The resistance of the cathode oxygen reduction reaction in polymer electrolyte fuel cells must be reduced for improving the performance. Therefore, it is important to thoroughly understand the relationship between the heterogeneous structures and the cell performance. However, it is difficult to obtain such an understanding using experimental approaches and typical uniform porous simulations. In this study, numerical analysis was used to simulate a three-dimensional catalyst layer (CL) with carbon black (CB) aggregate structures and ionomer coating models, and a cathode reaction and mass transport simulation model incorporating the heterogeneous structure was developed. Moreover, the relationship between the electrode structure and the cell performance, including the reaction distribution and output performance, was examined.

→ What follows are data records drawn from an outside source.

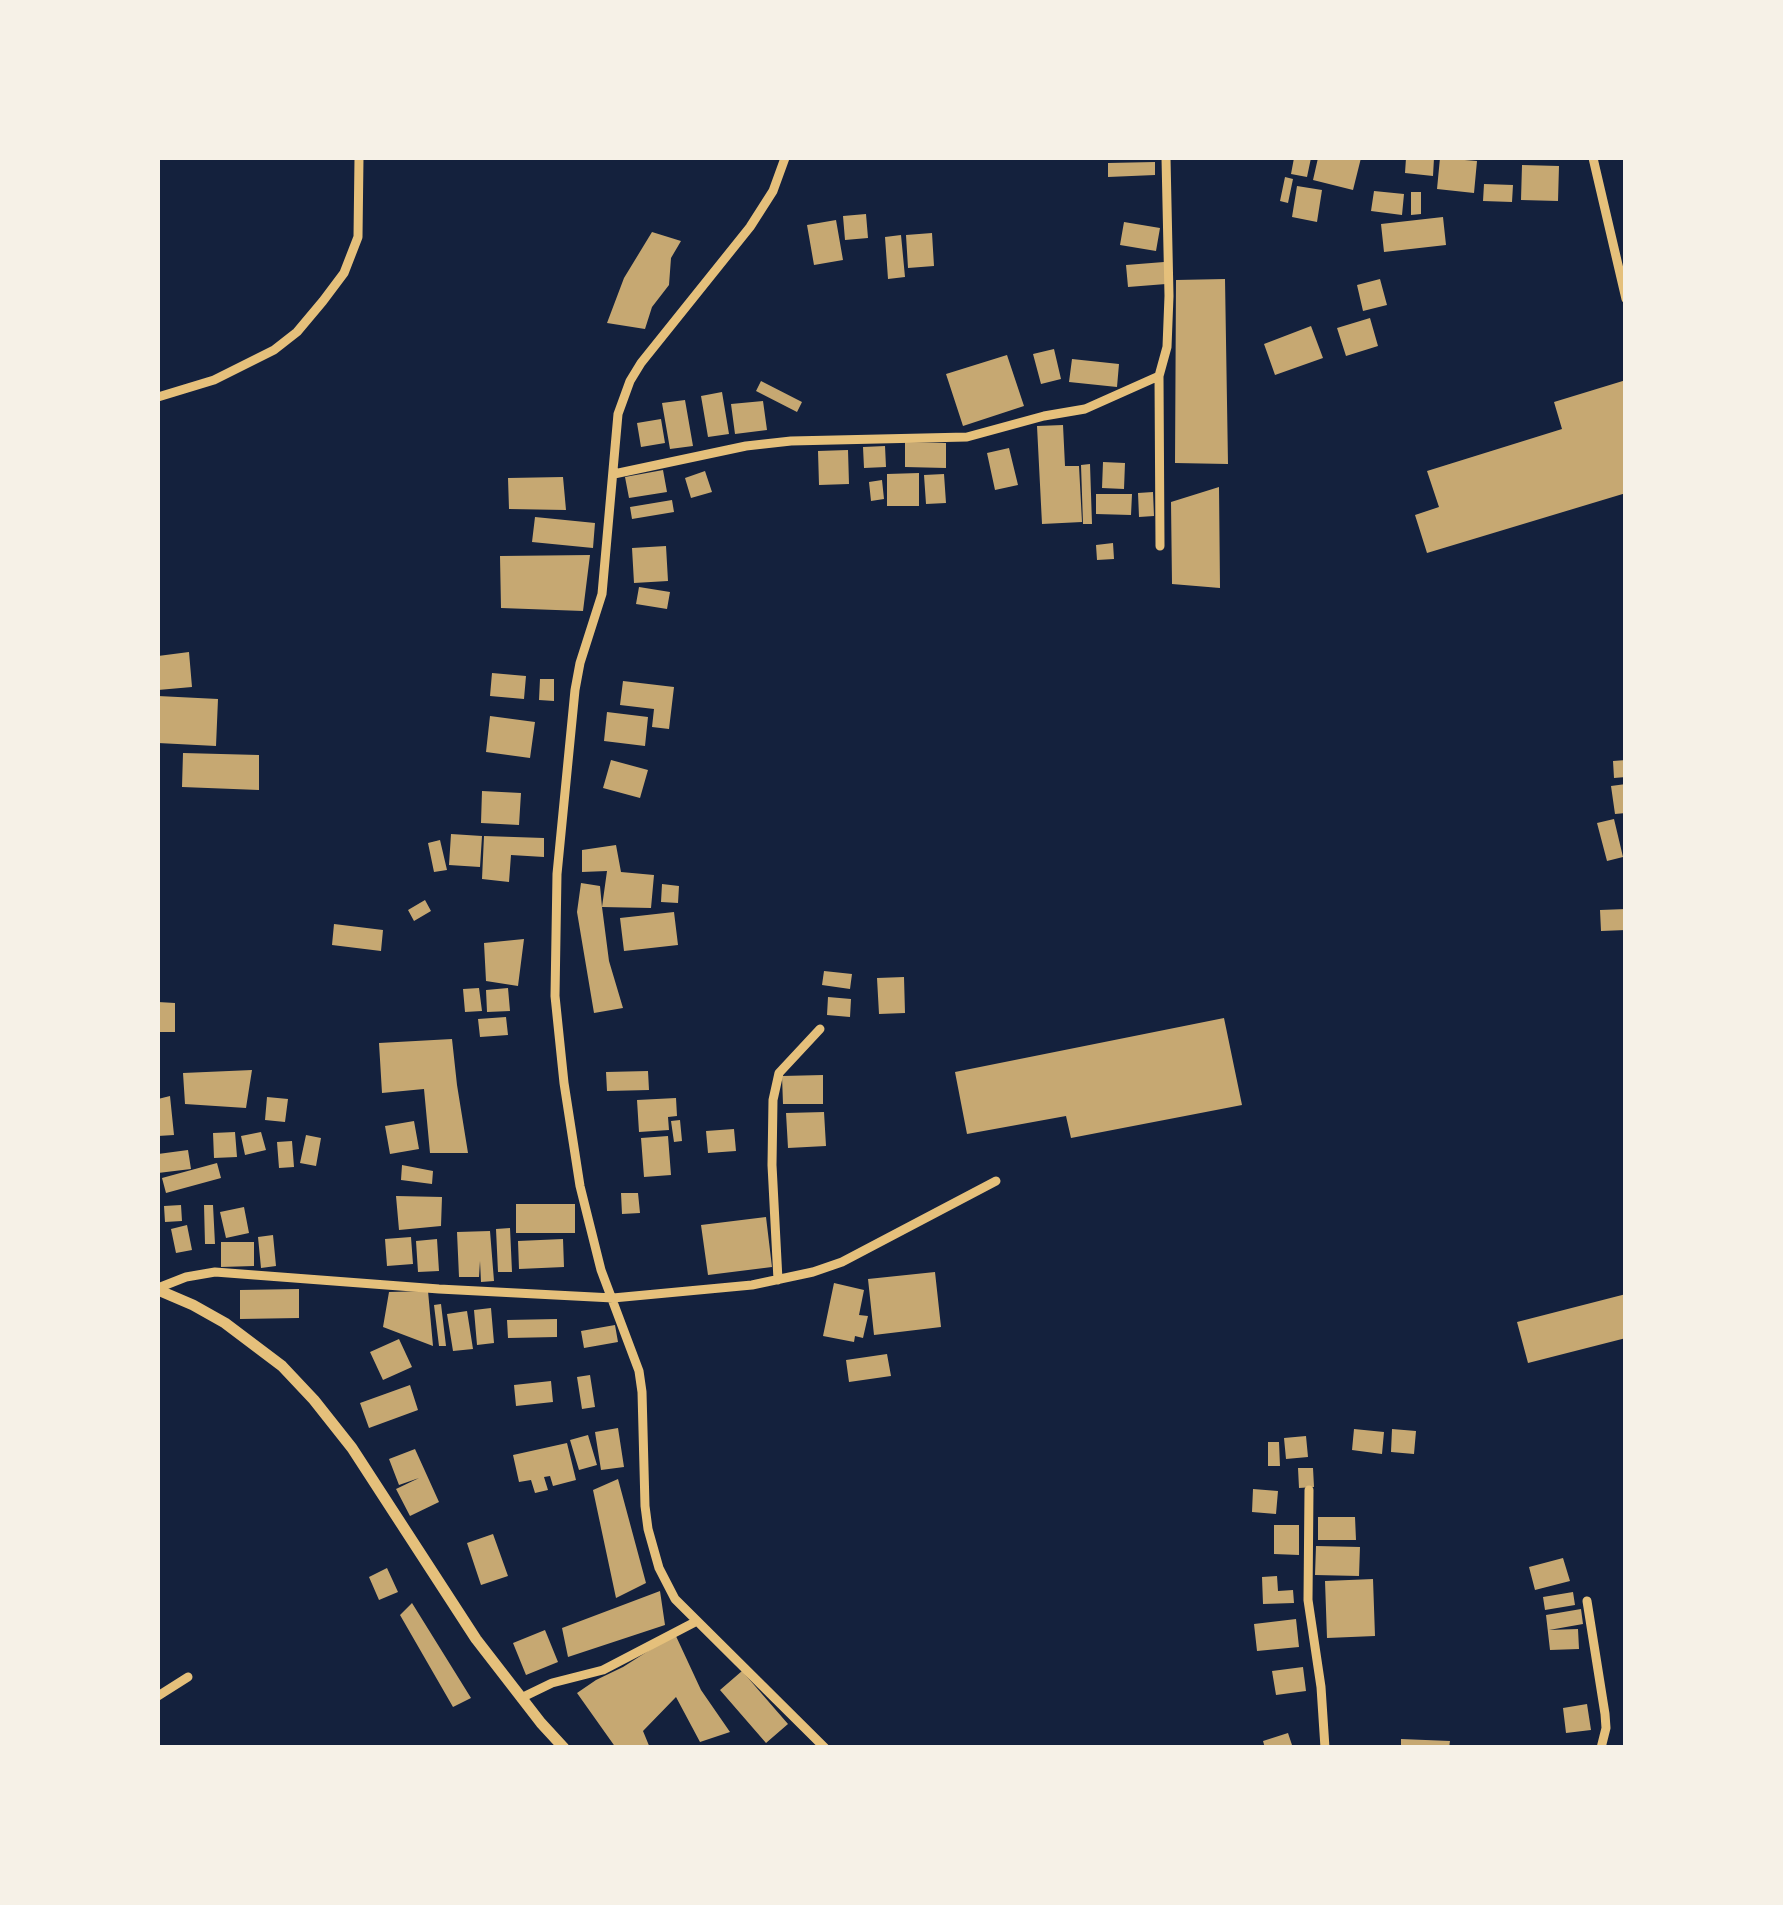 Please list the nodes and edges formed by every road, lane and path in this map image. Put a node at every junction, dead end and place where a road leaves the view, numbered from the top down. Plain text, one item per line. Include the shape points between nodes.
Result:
1 (359, 158) edge
2 (785, 158) edge
3 (1166, 158) edge
4 (1594, 158) edge
5 (1626, 299) edge
6 (1159, 376) junction
7 (158, 397) edge
8 (614, 474) junction
9 (1160, 546) dead end
10 (820, 1028) dead end
11 (996, 1181) dead end
12 (778, 1280) junction
13 (158, 1289) edge
14 (613, 1298) junction
15 (1309, 1490) dead end
16 (1587, 1601) dead end
17 (697, 1621) junction
18 (188, 1677) dead end
19 (158, 1696) edge
20 (521, 1698) junction
21 (564, 1748) edge
22 (825, 1748) edge
23 (1325, 1748) edge
24 (1602, 1748) edge

1 - 7 street via 358,237 344,272 297,332 214,380
2 - 8 street via 750,226 630,381 618,414
3 - 6 street via 1169,296
4 - 5 street
6 - 8 street via 1086,409 966,437 776,443
6 - 9 street
8 - 14 street via 602,594 575,690 555,963 580,1186
10 - 12 street via 779,1073 773,1100
11 - 12 street via 842,1262
12 - 14 street
13 - 14 street via 216,1272
13 - 20 street via 225,1323 314,1400
14 - 17 street via 639,1371 648,1529 667,1586
15 - 23 street via 1308,1600
16 - 24 street via 1606,1728
17 - 20 street via 602,1670
17 - 22 street
18 - 19 street
20 - 21 street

The current density distribution depended on the CB structure and ionomer adhesion shape. From the viewpoint of enhancing both the Pt utilization and the mass transport performance, an adequate heterogeneous pore structure in the CL is necessary. These results were used to determine the optimal material properties for the high performance cell. • Simulation model in cathode catalyst layer with 3D structure was developed. • Heterogeneous structure with carbon black and ionomer was simulated. • Ionomer adhesion affect mass transport, and it cause reaction distribution. • Local reaction on Pt surface was changed to bi-modal distribution by agglomerate. • Effective Pt utilization in cathode was estimated by this simulation.